• **WHAT YOU NEED TO DO**: Without including any picture, copy the entries that follow word for word.

Stored data entries
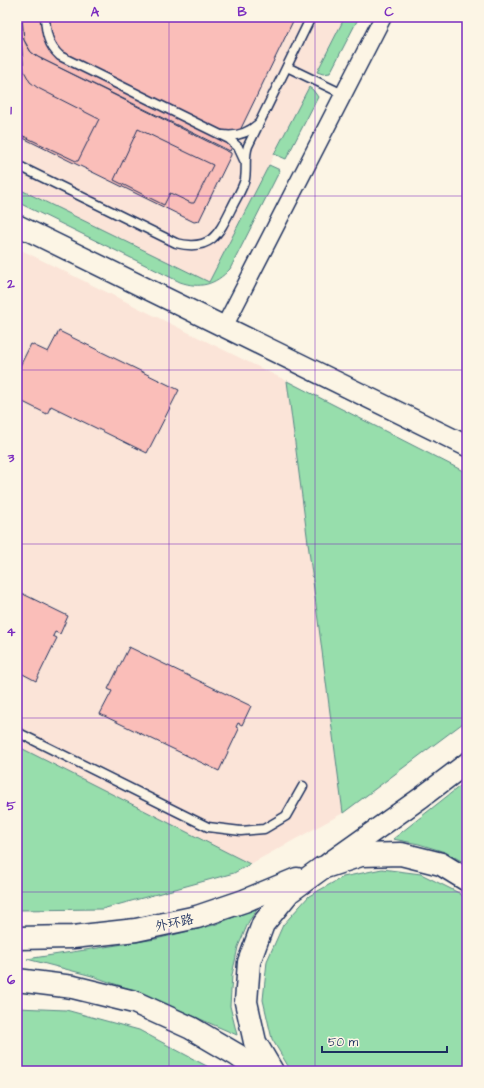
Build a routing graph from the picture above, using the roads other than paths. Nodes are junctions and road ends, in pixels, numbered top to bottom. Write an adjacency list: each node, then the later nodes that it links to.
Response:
1 (45, 17): 7 (lane)
2 (311, 17): 4 (lane)
3 (383, 17): 5 (street)
4 (287, 67): 5 (lane); 6 (lane)
5 (343, 94): 11 (street)
6 (262, 118): 7 (lane); 8 (lane)
7 (219, 134): 8 (lane)
8 (245, 163): 9 (lane)
9 (17, 165)
10 (17, 225): 11 (street)
11 (224, 327): 12 (street)
12 (467, 446)
13 (17, 732): 15 (lane)
14 (467, 763): 16 (street)
15 (303, 786)
16 (322, 868): 17 (main road); 18 (main road, 外环路); 21 (main road)
17 (467, 880)
18 (17, 938)
19 (17, 980): 20 (main road)
20 (259, 1071)
21 (272, 1071)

• **EXERCISE RESPONSE**:
Build a routing graph from the picture above, using the roads other than paths. Nodes are junctions and road ends, in pixels, numbered top to bottom. Write an adjacency list: each node, then the later nodes that it links to.
Response:
1 (45, 17): 7 (lane)
2 (311, 17): 4 (lane)
3 (383, 17): 5 (street)
4 (287, 67): 5 (lane); 6 (lane)
5 (343, 94): 11 (street)
6 (262, 118): 7 (lane); 8 (lane)
7 (219, 134): 8 (lane)
8 (245, 163): 9 (lane)
9 (17, 165)
10 (17, 225): 11 (street)
11 (224, 327): 12 (street)
12 (467, 446)
13 (17, 732): 15 (lane)
14 (467, 763): 16 (street)
15 (303, 786)
16 (322, 868): 17 (main road); 18 (main road, 外环路); 21 (main road)
17 (467, 880)
18 (17, 938)
19 (17, 980): 20 (main road)
20 (259, 1071)
21 (272, 1071)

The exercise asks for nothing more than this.